Paula Angel (c. 1842 – April 26, 1861) was an American woman executed for the murder of her lover. She was hanged from a cottonwood tree in Las Vegas, New Mexico, following a brief and somewhat abnormal legal process. She is the only woman to have been legally executed in New Mexico since its incorporation into the United States.

==Background and trial==
Angel was about 19 years old at the time of her death, and belonged to a "prominent" family in Las Vegas, New Mexico Territory. In March 1861, she was arrested and charged with first-degree murder over the death of her lover, Miguel Martin, who was a married father of five and also came from a prominent family. According to the case put forward by the prosecution, Angel was upset because Martin had told her he was going to end their affair, so she lured him to one final meeting and then stabbed him in the back with a knife she had concealed under her shawl.

The presiding judge, Kirby Benedict, instructed the jury to only consider the charge of first-degree murder; they were prohibited from finding her guilty of a non-capital offence (murder of a lesser degree or manslaughter). Angel pled not guilty, on the grounds that her actions were a crime of passion and thus not premeditated. The jury disagreed with that line of reasoning, finding her guilty, and Benedict then sentenced her to death, the only available sentence under territorial law at that time. A short time later, Angel was granted the right to appeal to the New Mexico Supreme Court. However, no concurrent stay of execution was granted, an action which has been criticised as lacking due process by later writers. Angel's lawyer tried unsuccessfully to delay her execution.

==Execution==
Angel was hanged in Las Vegas on the morning of April 26. No gallows were available, so she was instead tied to a cottonwood tree and placed on a wagon attached to a team of horses. Antonio Abad Herrera, the county sheriff and executioner, didn't want to tie her arms, so when the wagon began moving she was able to grab hold of the noose. Herrera attempted to pull her downward, but the crowd prevented him from doing so and cut her free. There was potential for a riot, as some in the crowd believed that she was entitled to be released, but order was maintained and the second attempt was successful.

==Legacy==
The case of Paula Angel received little contemporary attention due to the ongoing American Civil War. Angel was virtually forgotten until 1961, when an article was published in The Santa Fe New Mexican to commemorate the 100th anniversary of her execution. Some sources have described Angel as the only woman to have been legally executed in New Mexico. This is in fact only true of New Mexico as a part of the United States – two Puebloan women had been hanged in Santa Fe in 1779, under Spanish colonial rule. Jenn Shapland has noted that her execution took place at a time of lynchings of people of colour, both women and men.
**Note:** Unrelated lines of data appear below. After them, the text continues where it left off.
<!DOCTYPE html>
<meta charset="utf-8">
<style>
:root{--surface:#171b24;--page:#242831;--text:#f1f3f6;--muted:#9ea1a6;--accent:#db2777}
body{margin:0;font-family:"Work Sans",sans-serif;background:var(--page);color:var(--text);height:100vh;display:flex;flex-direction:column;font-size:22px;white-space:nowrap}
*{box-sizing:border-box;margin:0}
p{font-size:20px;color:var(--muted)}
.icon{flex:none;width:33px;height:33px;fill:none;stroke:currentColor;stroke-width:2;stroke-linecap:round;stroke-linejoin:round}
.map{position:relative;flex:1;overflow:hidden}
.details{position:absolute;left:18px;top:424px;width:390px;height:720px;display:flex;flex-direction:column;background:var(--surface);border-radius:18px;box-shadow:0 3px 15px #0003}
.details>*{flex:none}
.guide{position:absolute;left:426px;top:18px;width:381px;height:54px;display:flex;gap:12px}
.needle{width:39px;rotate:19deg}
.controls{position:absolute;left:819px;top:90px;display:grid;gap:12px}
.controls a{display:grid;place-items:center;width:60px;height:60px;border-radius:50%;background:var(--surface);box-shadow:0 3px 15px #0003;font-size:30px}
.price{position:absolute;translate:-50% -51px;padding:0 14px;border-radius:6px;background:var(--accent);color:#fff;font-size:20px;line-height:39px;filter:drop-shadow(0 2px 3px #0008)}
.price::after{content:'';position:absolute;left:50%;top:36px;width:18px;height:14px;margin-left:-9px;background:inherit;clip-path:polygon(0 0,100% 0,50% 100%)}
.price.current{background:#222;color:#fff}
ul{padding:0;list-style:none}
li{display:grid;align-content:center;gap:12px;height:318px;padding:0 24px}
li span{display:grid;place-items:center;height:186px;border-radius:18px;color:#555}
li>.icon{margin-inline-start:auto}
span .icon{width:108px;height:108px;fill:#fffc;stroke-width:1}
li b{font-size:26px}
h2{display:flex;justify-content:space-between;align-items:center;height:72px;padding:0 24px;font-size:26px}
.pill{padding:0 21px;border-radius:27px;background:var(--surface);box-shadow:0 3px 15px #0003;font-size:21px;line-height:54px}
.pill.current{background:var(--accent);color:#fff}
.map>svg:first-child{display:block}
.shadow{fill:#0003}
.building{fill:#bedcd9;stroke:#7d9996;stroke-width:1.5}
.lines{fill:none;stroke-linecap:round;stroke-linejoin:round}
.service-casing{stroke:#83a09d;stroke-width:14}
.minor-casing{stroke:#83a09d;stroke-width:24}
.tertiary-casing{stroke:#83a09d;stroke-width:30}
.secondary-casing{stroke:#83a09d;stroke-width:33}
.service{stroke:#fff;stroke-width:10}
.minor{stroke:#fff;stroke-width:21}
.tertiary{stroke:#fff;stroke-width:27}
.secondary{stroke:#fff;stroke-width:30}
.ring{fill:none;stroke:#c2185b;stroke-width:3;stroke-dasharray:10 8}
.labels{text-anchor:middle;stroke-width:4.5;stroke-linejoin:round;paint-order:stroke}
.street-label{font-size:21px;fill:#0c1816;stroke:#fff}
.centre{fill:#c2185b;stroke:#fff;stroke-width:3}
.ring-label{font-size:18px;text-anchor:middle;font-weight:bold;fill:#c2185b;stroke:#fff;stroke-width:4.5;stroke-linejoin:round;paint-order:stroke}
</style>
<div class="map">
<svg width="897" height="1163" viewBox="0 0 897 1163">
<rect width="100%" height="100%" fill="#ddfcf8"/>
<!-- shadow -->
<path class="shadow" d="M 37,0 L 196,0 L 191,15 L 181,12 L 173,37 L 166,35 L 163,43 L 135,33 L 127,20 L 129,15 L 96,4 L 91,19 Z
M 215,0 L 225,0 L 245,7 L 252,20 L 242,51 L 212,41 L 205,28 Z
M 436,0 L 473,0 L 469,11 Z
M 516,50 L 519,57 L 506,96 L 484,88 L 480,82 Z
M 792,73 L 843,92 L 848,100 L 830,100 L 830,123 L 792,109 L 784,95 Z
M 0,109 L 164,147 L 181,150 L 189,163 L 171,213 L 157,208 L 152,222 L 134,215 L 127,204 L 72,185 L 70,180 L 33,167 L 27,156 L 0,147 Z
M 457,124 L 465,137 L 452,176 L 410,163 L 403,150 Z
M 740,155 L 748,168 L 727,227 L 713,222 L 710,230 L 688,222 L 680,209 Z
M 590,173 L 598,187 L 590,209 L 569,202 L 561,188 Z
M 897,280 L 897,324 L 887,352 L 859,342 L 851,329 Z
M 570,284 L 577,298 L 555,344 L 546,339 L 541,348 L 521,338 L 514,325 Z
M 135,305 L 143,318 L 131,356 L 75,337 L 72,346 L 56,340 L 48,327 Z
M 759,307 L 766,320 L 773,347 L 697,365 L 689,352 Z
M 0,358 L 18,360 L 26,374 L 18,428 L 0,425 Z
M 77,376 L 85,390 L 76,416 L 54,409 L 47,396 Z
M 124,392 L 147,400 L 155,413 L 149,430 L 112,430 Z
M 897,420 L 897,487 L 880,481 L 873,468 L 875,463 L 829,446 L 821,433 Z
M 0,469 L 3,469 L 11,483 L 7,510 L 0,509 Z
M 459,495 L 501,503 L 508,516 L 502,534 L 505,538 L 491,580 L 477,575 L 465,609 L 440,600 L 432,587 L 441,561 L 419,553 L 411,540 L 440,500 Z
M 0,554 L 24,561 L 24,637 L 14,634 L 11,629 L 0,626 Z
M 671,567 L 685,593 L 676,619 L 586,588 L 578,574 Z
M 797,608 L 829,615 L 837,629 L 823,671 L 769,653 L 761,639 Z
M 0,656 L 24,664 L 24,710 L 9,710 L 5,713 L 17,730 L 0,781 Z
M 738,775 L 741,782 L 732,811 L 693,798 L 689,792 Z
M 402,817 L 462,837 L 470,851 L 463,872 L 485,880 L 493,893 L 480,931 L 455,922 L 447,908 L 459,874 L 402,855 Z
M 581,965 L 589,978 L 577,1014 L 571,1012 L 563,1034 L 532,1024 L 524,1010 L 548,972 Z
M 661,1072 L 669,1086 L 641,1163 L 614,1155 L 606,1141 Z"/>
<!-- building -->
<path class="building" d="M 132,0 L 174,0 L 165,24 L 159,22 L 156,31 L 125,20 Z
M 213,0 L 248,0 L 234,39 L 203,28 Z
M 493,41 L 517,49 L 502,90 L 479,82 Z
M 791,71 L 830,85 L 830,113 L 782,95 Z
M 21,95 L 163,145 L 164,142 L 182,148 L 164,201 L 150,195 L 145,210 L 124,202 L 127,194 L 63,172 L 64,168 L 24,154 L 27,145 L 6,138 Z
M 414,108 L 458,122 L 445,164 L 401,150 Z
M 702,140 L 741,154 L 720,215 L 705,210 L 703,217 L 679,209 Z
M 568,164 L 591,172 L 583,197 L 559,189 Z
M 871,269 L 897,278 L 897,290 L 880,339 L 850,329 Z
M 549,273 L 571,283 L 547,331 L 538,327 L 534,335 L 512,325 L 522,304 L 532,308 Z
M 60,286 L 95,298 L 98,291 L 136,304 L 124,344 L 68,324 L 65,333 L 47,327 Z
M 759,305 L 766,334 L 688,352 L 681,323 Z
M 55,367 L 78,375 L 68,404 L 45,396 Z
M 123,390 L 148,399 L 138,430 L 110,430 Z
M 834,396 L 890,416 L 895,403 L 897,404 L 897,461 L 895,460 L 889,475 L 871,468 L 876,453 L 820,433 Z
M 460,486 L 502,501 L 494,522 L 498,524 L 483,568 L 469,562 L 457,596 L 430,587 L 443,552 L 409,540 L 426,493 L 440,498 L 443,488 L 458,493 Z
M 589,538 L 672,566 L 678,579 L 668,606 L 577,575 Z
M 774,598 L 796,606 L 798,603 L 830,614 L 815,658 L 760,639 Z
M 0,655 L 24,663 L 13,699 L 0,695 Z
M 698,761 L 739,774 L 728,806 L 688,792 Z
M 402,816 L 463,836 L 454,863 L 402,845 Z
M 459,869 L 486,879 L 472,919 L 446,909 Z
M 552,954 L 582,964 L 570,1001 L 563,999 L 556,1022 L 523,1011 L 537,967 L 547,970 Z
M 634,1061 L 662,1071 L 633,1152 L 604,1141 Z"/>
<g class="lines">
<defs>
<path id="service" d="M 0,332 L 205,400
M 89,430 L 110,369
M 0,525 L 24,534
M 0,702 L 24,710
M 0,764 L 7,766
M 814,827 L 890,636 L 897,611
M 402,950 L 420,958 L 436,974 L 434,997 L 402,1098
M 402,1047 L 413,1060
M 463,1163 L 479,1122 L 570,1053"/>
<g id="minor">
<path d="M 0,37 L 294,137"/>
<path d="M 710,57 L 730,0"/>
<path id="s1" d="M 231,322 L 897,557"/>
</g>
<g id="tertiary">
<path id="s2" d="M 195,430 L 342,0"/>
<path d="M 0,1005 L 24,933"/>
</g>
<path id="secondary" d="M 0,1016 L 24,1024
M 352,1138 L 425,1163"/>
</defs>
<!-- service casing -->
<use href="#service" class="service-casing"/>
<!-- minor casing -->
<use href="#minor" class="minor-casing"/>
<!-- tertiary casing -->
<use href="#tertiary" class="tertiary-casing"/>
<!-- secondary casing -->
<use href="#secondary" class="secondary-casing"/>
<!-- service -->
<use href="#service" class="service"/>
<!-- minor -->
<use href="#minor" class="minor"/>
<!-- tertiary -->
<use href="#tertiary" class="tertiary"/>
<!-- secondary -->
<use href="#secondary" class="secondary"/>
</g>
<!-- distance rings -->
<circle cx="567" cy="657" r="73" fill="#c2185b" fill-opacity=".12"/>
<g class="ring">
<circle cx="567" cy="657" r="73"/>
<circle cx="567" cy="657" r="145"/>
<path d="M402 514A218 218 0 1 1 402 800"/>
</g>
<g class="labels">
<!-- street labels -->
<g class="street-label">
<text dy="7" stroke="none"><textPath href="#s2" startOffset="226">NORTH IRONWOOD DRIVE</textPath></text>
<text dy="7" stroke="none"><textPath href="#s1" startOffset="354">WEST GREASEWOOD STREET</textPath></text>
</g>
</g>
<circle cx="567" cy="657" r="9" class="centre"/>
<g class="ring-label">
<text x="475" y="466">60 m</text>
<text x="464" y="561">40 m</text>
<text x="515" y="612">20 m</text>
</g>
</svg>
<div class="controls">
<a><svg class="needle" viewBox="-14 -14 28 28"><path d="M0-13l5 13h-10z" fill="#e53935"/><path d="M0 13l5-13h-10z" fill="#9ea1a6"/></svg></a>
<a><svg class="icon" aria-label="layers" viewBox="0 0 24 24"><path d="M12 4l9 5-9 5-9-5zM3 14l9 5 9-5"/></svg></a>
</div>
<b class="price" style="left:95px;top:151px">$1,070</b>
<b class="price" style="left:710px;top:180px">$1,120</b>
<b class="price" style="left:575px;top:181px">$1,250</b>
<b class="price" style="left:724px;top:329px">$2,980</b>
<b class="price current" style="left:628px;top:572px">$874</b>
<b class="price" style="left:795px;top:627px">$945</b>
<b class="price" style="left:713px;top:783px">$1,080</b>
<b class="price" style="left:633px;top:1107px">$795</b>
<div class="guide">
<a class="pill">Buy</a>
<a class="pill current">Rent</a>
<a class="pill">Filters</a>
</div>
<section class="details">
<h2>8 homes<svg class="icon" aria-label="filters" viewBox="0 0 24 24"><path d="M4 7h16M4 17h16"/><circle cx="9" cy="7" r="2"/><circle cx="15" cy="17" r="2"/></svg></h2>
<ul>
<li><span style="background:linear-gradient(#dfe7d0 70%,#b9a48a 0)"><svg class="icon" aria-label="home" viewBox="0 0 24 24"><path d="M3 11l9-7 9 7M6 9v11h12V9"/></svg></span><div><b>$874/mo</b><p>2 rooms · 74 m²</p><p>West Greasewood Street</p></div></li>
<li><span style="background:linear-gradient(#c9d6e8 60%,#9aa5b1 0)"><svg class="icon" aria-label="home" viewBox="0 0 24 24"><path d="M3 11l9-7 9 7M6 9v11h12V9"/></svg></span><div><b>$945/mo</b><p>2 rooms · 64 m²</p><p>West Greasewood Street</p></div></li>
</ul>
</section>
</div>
Until 2008, there was no direct evidence that an execution had even been carried out, only folk and oral traditions. Historian Robert Tórrez found the original warrant for Angel's execution in the Huntington Library of California, but it initially appeared to contain nothing to suggest the sentence had been carried out. However, it was subsequently determined that the microfilm of the warrant only included one side. When the original document was examined, Sheriff Herrera's handwritten confirmation of execution was found on the reverse.

Angel's case was featured in an episode of Deadly Women.